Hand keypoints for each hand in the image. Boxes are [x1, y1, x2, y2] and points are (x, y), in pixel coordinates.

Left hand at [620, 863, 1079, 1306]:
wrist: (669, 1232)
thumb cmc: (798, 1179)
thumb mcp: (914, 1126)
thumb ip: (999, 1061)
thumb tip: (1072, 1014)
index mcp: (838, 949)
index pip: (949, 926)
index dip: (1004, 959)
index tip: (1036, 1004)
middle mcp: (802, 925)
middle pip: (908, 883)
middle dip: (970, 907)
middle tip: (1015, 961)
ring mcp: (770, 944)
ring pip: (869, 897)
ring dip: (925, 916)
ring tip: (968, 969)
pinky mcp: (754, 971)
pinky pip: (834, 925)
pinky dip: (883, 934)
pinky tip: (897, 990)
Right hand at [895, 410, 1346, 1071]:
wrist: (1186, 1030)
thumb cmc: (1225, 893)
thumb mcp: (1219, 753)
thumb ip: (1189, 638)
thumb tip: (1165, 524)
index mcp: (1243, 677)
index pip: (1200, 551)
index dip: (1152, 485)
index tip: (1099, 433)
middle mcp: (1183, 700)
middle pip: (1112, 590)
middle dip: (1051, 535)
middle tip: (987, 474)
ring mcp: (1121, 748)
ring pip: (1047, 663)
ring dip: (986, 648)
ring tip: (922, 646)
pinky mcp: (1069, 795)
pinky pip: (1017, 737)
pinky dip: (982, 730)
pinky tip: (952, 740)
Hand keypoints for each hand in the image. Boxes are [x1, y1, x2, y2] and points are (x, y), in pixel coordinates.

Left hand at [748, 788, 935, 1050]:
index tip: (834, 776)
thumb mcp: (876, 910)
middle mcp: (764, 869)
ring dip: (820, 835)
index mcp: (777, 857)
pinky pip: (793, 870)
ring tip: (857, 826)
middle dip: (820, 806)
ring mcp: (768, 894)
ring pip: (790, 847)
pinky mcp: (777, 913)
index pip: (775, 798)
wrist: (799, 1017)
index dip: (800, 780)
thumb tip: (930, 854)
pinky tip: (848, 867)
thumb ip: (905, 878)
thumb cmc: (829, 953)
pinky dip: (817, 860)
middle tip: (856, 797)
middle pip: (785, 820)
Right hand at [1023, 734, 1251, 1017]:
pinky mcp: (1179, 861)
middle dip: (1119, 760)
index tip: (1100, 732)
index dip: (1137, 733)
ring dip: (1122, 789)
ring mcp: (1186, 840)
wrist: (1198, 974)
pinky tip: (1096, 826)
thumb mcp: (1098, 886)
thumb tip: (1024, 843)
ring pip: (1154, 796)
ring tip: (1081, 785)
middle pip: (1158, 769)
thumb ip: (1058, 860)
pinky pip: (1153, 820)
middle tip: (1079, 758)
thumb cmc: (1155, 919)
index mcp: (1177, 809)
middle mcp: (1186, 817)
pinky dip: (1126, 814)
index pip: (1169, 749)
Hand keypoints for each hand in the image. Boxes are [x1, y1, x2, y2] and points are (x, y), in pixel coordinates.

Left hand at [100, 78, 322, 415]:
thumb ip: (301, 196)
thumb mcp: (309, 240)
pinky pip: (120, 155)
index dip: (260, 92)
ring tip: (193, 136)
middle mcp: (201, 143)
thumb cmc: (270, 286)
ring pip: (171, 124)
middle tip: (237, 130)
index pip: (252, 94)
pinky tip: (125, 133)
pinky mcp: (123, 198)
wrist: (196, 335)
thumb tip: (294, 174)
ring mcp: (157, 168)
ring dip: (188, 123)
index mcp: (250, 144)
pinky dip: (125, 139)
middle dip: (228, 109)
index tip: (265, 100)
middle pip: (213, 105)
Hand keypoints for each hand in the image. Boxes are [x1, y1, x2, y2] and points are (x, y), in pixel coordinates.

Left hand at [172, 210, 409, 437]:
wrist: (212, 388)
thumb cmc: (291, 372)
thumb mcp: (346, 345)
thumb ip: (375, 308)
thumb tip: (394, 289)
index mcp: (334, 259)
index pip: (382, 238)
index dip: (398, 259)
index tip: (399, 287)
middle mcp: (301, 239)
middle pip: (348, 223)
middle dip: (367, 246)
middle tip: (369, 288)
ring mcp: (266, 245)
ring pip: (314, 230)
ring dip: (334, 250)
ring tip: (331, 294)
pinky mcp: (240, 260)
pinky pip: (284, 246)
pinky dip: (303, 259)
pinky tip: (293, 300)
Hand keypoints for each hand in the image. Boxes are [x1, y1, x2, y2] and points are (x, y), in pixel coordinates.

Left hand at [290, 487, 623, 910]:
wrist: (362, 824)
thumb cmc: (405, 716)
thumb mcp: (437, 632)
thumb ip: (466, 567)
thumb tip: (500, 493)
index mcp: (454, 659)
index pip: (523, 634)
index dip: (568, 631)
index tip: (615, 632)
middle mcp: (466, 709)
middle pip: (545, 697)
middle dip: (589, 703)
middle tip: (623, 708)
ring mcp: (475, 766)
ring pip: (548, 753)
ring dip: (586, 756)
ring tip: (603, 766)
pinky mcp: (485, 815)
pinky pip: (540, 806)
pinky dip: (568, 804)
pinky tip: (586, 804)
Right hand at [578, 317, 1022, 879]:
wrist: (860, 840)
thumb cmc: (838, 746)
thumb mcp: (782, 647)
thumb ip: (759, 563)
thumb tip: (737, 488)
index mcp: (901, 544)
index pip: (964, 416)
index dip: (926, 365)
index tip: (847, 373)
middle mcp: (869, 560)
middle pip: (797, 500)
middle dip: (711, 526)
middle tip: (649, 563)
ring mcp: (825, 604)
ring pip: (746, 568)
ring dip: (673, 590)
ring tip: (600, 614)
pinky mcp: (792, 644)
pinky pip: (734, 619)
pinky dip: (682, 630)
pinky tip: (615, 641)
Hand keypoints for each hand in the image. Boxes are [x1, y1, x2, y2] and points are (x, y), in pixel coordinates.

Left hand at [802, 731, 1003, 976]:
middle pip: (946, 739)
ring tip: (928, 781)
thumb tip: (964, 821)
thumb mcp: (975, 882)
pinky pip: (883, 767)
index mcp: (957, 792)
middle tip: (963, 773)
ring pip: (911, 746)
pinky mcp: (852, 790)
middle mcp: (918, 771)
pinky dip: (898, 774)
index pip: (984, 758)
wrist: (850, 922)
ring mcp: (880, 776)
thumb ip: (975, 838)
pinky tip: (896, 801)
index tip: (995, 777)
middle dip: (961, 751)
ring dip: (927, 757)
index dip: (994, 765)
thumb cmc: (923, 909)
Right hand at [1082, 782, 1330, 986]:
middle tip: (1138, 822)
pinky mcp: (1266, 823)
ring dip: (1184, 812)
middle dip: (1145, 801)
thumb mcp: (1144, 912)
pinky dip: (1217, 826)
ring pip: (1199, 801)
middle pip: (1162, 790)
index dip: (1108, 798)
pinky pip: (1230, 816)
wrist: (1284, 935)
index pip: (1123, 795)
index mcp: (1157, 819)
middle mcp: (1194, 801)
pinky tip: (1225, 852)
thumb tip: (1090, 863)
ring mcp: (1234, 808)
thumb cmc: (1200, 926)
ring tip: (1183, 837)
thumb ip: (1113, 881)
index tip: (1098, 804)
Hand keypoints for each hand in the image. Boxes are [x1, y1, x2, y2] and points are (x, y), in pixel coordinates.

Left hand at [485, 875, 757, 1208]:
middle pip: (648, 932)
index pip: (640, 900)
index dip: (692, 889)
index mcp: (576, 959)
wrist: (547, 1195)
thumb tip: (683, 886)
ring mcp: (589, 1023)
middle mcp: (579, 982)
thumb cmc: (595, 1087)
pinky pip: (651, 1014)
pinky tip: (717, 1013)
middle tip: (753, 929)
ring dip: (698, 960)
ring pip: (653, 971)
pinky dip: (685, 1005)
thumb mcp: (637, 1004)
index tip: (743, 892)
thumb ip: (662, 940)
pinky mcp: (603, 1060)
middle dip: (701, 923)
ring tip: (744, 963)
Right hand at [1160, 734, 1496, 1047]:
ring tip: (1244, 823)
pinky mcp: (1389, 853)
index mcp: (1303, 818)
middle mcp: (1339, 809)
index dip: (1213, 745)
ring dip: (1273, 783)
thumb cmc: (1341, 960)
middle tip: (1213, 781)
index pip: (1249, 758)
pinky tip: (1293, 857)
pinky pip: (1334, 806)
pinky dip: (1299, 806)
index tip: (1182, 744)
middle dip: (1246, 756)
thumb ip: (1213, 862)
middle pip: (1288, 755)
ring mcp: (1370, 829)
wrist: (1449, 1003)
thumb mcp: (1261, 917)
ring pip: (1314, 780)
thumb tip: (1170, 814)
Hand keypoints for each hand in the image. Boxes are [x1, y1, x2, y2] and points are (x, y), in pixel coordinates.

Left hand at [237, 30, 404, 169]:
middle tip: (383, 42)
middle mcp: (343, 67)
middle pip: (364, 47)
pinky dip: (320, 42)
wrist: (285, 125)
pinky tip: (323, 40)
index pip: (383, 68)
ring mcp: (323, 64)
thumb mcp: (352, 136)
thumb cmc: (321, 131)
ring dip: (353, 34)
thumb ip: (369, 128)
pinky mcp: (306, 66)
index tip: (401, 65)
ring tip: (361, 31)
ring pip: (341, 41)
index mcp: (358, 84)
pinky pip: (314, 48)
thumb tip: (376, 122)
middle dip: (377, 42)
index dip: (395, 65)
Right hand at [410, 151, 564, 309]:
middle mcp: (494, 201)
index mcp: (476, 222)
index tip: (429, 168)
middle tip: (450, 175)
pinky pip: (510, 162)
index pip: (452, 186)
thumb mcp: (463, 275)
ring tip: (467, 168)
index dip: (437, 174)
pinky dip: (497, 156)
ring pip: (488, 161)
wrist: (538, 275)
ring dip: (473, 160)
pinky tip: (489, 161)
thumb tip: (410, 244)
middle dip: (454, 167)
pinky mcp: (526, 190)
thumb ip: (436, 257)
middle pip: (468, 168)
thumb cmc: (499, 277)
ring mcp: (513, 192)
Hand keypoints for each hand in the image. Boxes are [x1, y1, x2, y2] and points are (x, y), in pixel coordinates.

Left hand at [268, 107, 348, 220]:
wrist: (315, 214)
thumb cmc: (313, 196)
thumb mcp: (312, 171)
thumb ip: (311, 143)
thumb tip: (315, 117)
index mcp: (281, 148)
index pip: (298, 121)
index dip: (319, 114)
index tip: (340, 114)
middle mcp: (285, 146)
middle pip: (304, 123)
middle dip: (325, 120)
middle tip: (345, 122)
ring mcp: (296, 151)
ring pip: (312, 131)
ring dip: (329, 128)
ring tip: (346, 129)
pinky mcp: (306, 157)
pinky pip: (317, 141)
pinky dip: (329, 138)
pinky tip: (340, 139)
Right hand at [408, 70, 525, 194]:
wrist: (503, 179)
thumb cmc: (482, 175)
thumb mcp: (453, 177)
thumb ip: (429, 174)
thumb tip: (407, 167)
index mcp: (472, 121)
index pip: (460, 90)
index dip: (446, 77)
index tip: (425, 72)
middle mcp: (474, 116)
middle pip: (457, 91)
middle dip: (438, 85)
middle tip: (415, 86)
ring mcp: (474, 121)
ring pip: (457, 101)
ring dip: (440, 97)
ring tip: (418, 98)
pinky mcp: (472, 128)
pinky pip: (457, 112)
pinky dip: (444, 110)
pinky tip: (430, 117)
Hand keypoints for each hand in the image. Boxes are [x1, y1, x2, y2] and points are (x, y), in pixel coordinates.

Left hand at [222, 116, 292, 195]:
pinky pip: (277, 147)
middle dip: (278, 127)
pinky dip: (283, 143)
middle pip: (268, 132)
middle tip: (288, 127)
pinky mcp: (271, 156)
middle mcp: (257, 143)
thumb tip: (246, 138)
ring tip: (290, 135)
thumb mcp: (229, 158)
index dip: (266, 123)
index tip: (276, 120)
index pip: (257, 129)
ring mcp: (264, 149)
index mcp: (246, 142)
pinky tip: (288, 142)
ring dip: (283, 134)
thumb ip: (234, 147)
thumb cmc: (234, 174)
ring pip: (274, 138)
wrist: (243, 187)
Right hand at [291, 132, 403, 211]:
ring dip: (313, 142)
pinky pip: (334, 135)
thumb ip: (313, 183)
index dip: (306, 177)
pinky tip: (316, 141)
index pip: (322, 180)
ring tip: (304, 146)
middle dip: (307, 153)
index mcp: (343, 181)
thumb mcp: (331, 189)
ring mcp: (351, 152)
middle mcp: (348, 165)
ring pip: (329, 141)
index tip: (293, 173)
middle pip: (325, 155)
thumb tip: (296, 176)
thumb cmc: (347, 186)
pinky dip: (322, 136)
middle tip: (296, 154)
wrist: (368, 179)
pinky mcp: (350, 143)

+ + + +

### [Action item]
Find "middle pip: (1162, 790)" in the entries above and copy that whole line exactly, then each line after it through the line that contains "ring tip: (744, 963)".

### [Solution to the problem]
middle pip: (1162, 790)
index dip: (1108, 798)
pinky pip: (1230, 816)
wrist: (1284, 935)
index pip: (1123, 795)
index mcp: (1157, 819)
middle mcp: (1194, 801)
pinky tip: (1225, 852)
thumb tip: (1090, 863)
ring mcp: (1234, 808)
thumb cmc: (1200, 926)
ring tip: (1183, 837)
thumb ip: (1113, 881)
index tip: (1098, 804)
Hand keypoints for each hand in the image. Boxes are [x1, y1, x2, y2] and points are (x, y), in pixel coordinates.

Left hand at [485, 875, 757, 1208]:
middle pip: (648, 932)
index pip: (640, 900)
index dip: (692, 889)
index mcp: (576, 959)
wrist: (547, 1195)
thumb tip: (683, 886)
ring mcp: (589, 1023)
middle mcp: (579, 982)
thumb cmc: (595, 1087)
pinky pip: (651, 1014)
pinky tip: (717, 1013)
middle tip: (753, 929)
ring dip: (698, 960)
ring pip: (653, 971)
pinky dip: (685, 1005)
thumb mcp: (637, 1004)
index tip: (743, 892)
thumb ip: (662, 940)
pinky mcp: (603, 1060)
middle dip: (701, 923)
ring tip: (744, 963)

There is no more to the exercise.